There are highs and lows in Frakt’s summary of the research. The high: there is evidence that significant exposure to policy information can have more effect on thinking than party cues. The low: data (from a different study) pointing to the possibility that information can have a more, rather than less, polarizing affect. Says Frakt:
"All of this suggests that information is useful to people, not for building consensus, but as a cudgel and as a way to signal ideological affinity and affiliation. We may not be seeking information to arrive at truth or goodness, but to score debating points."
A cudgel...what a depressing thought for those of us passionate about evidence-based policymaking.

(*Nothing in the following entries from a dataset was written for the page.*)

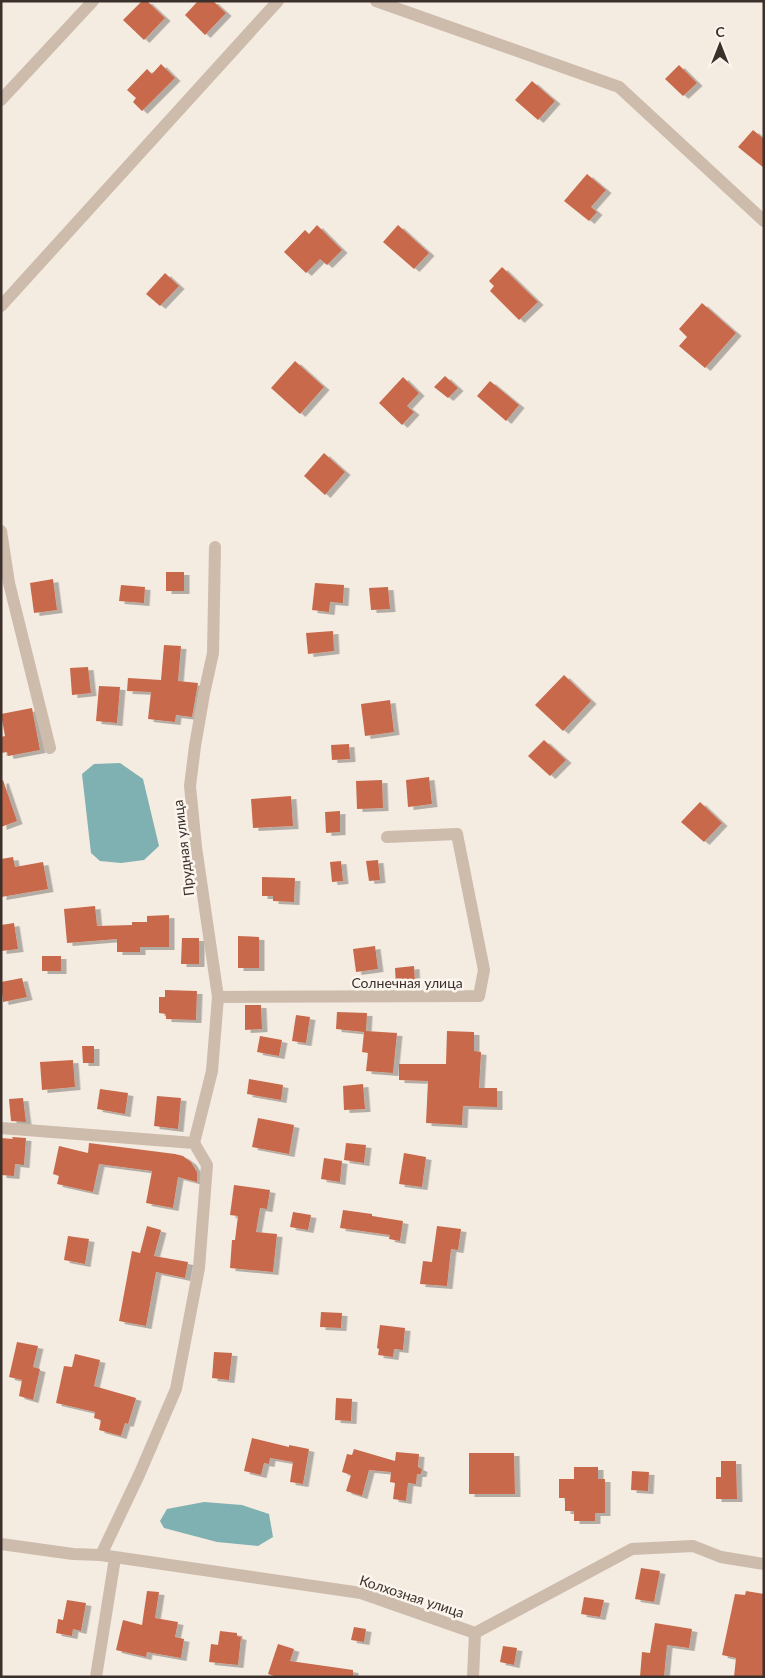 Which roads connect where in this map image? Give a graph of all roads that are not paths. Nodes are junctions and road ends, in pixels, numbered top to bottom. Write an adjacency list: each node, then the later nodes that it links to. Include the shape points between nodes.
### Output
1 (93, 1): 4 (street)
2 (278, 1): 6 (street)
3 (376, 1): 5 (street, via 619,87)
4 (1, 100)
5 (764, 221)
6 (1, 306)
7 (1, 531): 9 (street, via 9,582)
8 (215, 547): 11 (street, Прудная улица, via 214,653 204,694 190,786)
9 (50, 748)
10 (387, 836): 11 (street, Солнечная улица, via 457,834 484,970 479,996)
11 (218, 997): 13 (street, Прудная улица, via 212,1071)
12 (1, 1128): 13 (street)
13 (194, 1143): 15 (street, via 207,1165 199,1268 176,1389)
14 (1, 1544): 15 (street, Колхозная улица)
15 (101, 1555): 16 (street, Колхозная улица)
16 (115, 1558): 18 (street, Колхозная улица, via 361,1593); 19 (street)
17 (764, 1564): 18 (street, Колхозная улица, via 721,1557 693,1546 632,1549)
18 (476, 1633): 20 (street)
19 (96, 1677)
20 (473, 1677) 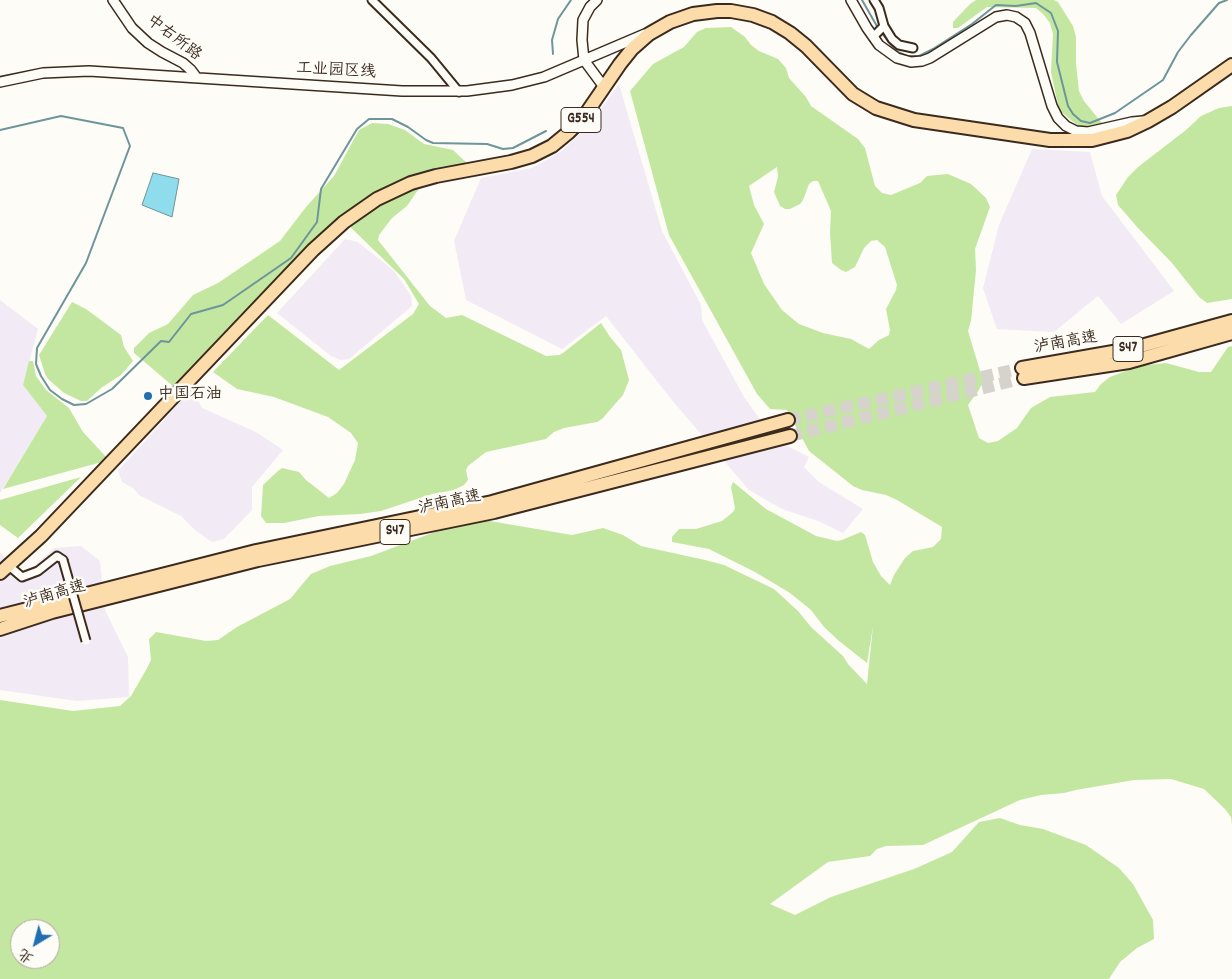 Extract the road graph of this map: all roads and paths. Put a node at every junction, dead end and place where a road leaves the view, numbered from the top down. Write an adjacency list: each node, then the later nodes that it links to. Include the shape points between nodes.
1 (113, 0): 11 (main road, 中右所路, via 132,28 148,43 183,63)
2 (372, 0): 14 (street, via 431,58)
3 (597, 0): 9 (main road, via 587,12 582,27)
4 (851, 0): 7 (main road)
5 (874, 0): 7 (street, via 879,8)
6 (660, 27): 9 (main road, 工业园区线); 13 (highway, G554, via 632,48); 15 (highway, G554, via 692,14 717,11 742,12 764,18 799,40 861,100 888,113 914,120 1069,141 1109,137)
7 (880, 31): 8 (street, via 899,45); 15 (main road, via 885,50 904,61 918,62 930,58 990,20 1013,16 1023,22 1030,33 1052,106 1066,126 1088,132)
8 (913, 48)
9 (584, 60): 13 (main road); 14 (main road, 工业园区线, via 530,81)
10 (1232, 65): 15 (highway, G554)
11 (197, 78): 12 (main road, 工业园区线, via 65,72); 14 (main road, 工业园区线)
12 (0, 82)
13 (604, 87): 20 (highway, G554, via 576,126 544,150 511,162 411,183 377,199 344,222 320,242 42,536)
14 (459, 92)
15 (1148, 121)
16 (1232, 321): 17 (highway, 泸南高速 / S47, via 1130,349 1023,373 1129,362)
17 (1232, 333)
18 (788, 420): 21 (highway, 泸南高速 / S47, via 492,502 256,551)
19 (790, 436): 22 (highway, 泸南高速 / S47, via 494,512 258,560 52,612)
20 (5, 570): 23 (street, bridge, via 22,577 38,571 57,556 63,560)
21 (0, 616)
22 (0, 629)
23 (86, 641)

Feeding from the buffet line of these excellent posts, and admitting our own "ideological affinity" for evidence, here are few of the messages we take away:
The success of any knowledge transfer and dissemination strategy is affected by the personal relationships and ideologies of the people you’re trying to reach.
The research community is well served to seek out and respond not only to policymakers’ needs, but also to the needs of their intermediaries.
Publication and dissemination are part of a complex process that requires significant effort from the research community – time and effort that isn’t widely rewarded.
Frakt ends with a question: should we just give up? Absolutely not.
Evidence matters, although not always in the way we think or hope. We must seek truth in the science, support and reward translation of knowledge into action, and develop relationships and understanding with policymakers and their intermediaries.
Expecting truth to be valued by all and evidence to always convince are high bars, too high. Yet evidence can still influence policy and, depending on your perspective, improve it. (Emphasis added)What’s your perspective? Is the bar too high? What models work? What incentives and outlets are needed to improve the ability of evidence to influence and improve policy?
*Gardner expands on his thoughts here , including links to more commentary on TIE.